▶ **PROMPT**
Which of the lines below holds the string "Wilmot"? Copy every line that does.
○ ○ ○
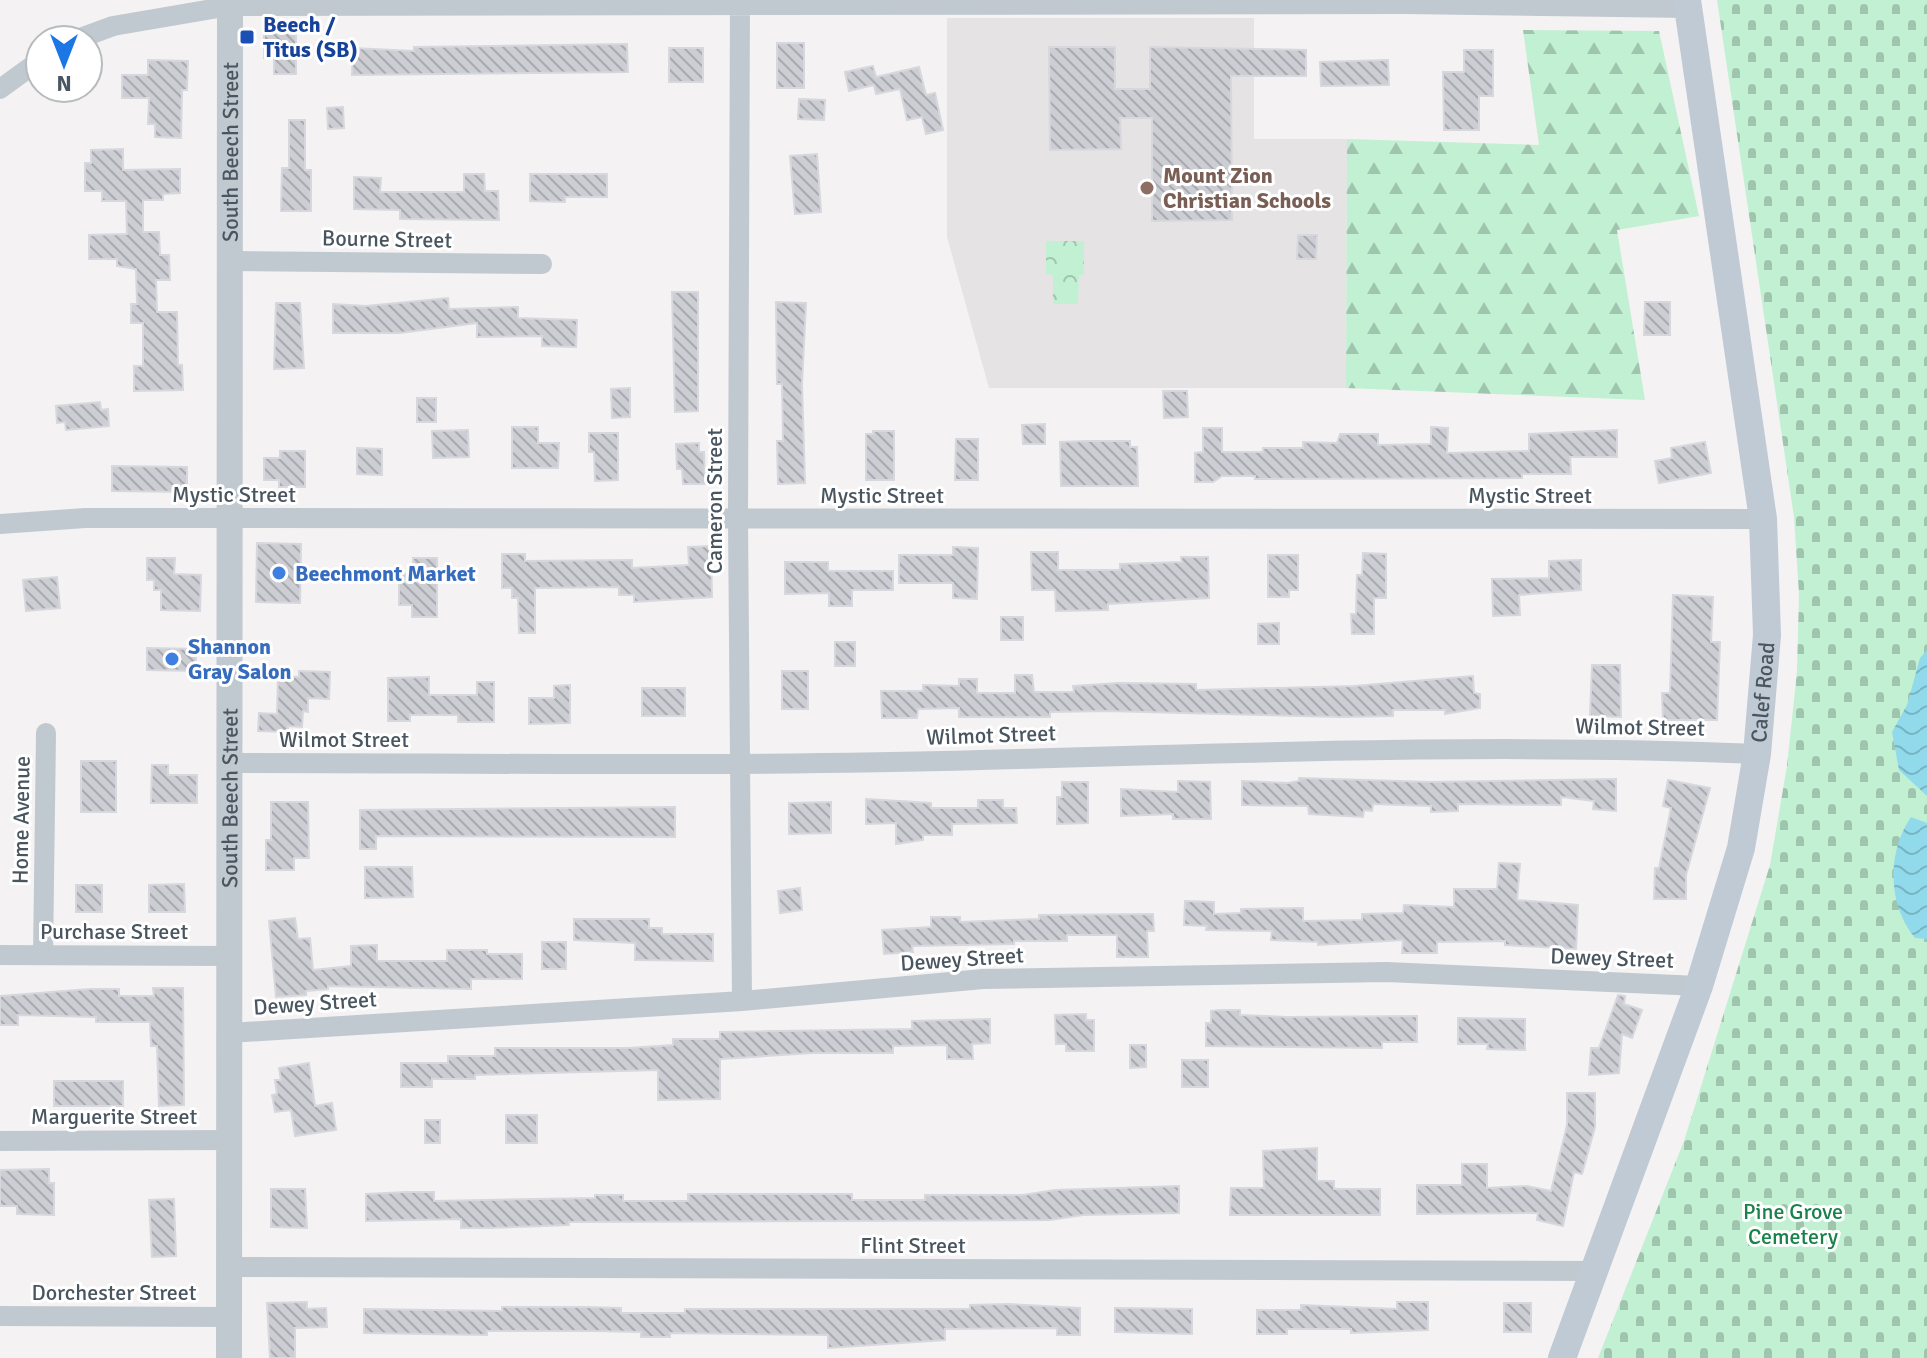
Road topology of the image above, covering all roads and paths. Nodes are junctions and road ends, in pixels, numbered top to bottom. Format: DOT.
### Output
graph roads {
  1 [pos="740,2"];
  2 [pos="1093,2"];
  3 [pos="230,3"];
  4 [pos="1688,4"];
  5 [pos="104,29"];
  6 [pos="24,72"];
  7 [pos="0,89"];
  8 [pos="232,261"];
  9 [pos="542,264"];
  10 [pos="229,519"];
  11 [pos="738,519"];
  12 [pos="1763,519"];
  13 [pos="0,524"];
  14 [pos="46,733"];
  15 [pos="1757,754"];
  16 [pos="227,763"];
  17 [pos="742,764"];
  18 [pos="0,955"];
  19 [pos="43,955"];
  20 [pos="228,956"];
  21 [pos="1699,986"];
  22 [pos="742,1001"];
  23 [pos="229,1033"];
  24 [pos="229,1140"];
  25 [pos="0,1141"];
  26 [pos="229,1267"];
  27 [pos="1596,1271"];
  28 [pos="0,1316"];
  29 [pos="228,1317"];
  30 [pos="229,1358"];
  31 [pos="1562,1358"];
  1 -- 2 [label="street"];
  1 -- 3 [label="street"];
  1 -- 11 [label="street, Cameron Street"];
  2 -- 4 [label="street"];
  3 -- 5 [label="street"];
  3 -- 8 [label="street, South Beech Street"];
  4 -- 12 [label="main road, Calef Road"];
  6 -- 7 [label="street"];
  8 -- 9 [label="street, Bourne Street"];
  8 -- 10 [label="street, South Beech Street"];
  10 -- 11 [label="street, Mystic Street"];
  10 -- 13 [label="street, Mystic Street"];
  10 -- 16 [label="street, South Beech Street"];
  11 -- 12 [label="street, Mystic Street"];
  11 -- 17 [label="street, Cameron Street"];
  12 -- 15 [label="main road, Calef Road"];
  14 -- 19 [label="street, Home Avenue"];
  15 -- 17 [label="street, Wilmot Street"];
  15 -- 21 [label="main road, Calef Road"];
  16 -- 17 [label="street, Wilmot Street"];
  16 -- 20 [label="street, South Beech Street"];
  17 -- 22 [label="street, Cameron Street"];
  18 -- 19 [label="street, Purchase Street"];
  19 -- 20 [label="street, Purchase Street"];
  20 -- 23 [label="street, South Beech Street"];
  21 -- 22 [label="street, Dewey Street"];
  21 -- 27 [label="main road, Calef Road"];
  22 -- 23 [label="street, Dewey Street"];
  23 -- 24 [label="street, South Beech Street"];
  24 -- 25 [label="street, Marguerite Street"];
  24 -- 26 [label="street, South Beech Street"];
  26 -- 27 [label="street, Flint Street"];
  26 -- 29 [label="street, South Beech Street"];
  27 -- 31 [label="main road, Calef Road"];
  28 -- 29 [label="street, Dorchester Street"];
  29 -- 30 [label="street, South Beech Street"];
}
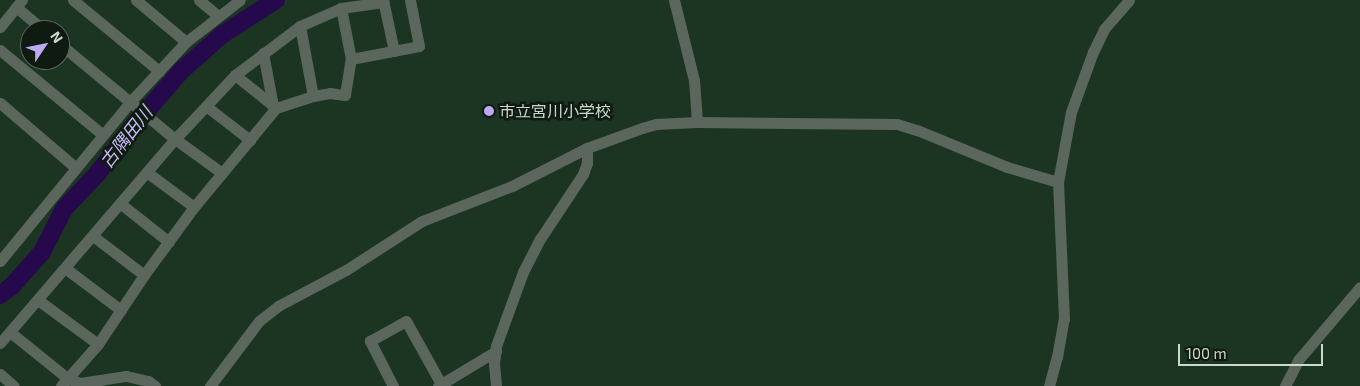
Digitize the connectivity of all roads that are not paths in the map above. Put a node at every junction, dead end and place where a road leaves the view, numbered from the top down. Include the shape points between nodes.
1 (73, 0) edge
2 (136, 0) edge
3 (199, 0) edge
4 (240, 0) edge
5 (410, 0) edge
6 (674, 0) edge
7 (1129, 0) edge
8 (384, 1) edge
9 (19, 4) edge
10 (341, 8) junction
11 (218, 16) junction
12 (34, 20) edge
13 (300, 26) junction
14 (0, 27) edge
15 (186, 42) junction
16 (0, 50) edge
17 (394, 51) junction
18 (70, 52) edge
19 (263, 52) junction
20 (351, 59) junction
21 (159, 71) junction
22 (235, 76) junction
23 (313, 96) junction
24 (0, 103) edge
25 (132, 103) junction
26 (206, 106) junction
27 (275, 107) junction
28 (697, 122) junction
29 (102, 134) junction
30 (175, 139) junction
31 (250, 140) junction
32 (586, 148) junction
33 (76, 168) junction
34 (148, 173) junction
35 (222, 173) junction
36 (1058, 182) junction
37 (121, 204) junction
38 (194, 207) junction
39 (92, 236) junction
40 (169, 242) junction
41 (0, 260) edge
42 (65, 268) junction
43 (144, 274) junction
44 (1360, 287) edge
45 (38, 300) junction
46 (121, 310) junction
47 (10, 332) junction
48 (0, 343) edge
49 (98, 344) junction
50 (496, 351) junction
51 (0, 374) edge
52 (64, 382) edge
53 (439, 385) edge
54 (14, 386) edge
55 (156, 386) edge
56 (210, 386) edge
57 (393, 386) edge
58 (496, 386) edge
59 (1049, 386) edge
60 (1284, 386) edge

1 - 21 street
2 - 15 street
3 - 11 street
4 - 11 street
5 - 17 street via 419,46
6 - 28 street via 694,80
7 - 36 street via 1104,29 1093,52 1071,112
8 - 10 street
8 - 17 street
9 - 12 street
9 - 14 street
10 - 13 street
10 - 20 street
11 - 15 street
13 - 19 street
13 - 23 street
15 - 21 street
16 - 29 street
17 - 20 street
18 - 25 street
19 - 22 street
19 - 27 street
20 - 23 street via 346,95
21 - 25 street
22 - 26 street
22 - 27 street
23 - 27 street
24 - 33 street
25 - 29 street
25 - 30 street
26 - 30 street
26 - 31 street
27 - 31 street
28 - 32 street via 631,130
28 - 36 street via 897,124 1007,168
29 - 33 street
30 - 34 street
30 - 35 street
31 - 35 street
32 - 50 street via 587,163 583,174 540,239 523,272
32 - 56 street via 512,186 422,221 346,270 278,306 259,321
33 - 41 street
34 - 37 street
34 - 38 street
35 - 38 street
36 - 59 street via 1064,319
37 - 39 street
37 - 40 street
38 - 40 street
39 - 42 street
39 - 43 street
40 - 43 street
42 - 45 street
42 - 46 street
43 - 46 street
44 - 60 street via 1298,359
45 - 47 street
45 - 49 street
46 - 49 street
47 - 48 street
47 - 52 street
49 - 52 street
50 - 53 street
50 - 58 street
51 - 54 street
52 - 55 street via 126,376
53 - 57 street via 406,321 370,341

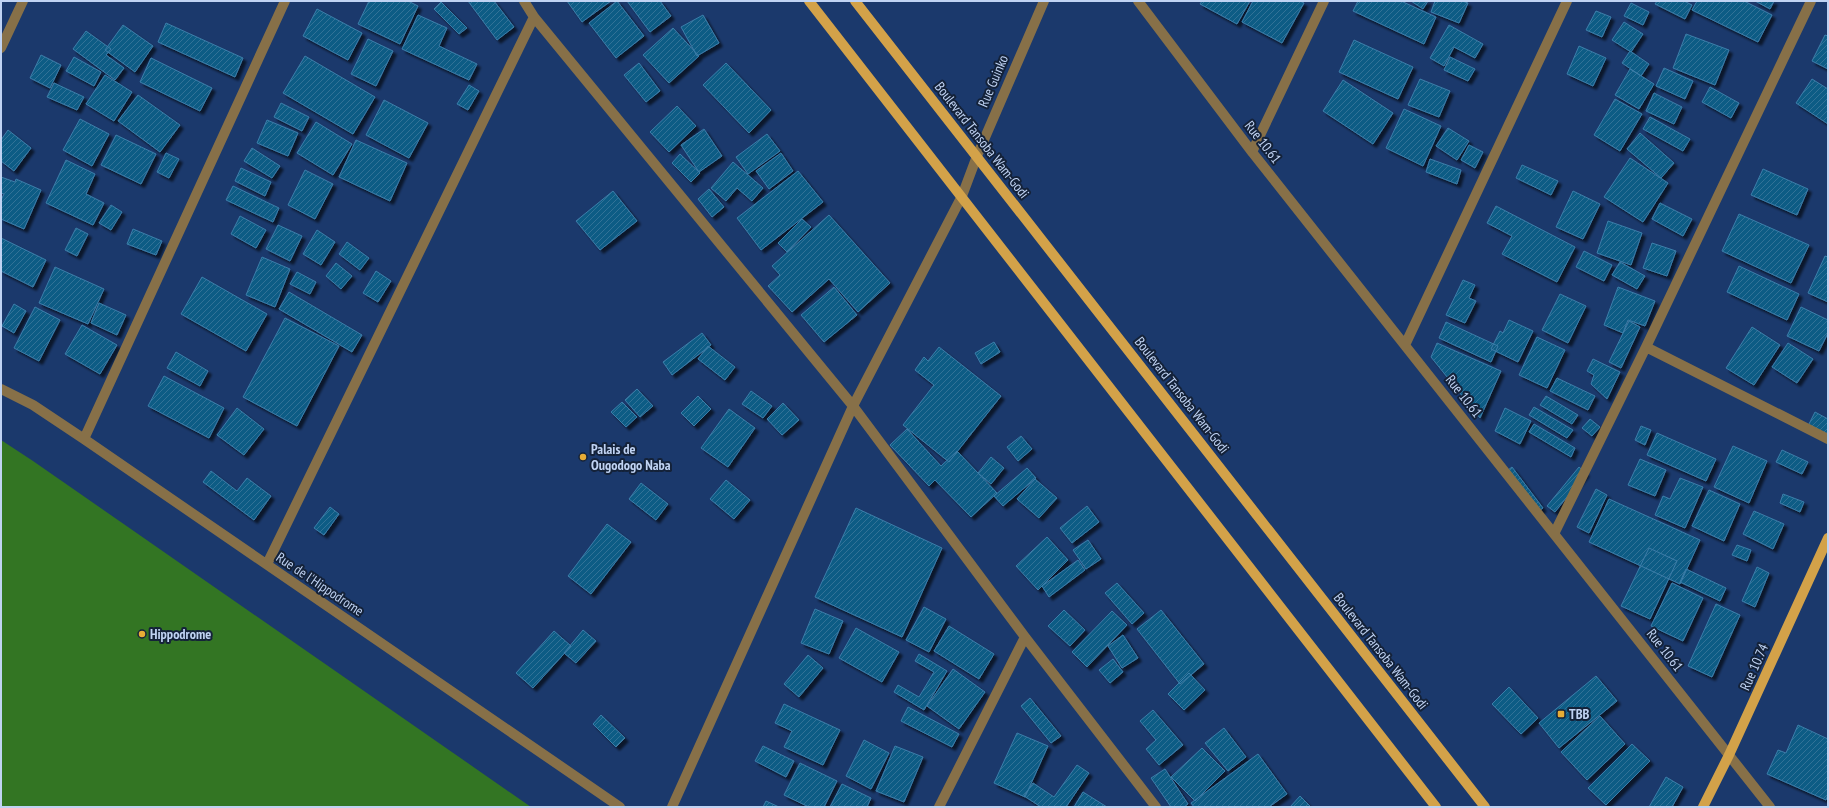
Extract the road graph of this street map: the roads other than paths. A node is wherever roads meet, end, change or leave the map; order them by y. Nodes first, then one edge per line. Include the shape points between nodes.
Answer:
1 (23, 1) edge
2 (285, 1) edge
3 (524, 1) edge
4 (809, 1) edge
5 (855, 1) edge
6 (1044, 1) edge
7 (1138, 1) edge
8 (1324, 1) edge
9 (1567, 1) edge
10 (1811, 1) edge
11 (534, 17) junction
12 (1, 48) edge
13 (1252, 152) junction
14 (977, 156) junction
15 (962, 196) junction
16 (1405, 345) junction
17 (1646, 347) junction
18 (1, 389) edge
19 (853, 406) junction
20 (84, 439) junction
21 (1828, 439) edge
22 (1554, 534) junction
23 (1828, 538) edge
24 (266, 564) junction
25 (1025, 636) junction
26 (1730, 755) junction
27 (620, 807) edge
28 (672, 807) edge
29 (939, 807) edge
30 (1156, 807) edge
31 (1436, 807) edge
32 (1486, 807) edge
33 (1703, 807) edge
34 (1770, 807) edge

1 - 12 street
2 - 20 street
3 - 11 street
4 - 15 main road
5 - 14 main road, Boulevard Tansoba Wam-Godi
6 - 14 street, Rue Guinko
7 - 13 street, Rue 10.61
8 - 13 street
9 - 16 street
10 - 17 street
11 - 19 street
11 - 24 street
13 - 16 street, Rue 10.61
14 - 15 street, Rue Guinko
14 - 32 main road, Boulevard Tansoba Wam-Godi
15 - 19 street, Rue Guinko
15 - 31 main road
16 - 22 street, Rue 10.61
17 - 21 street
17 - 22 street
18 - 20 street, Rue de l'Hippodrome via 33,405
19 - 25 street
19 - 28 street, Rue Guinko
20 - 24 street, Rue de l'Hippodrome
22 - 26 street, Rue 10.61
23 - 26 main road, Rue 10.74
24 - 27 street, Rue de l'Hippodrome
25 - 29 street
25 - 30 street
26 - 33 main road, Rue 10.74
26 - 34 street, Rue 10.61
○ ○ ○
▶ **EXPECTED OUTPUT**
  15 -- 17 [label="street, Wilmot Street"];
  16 -- 17 [label="street, Wilmot Street"];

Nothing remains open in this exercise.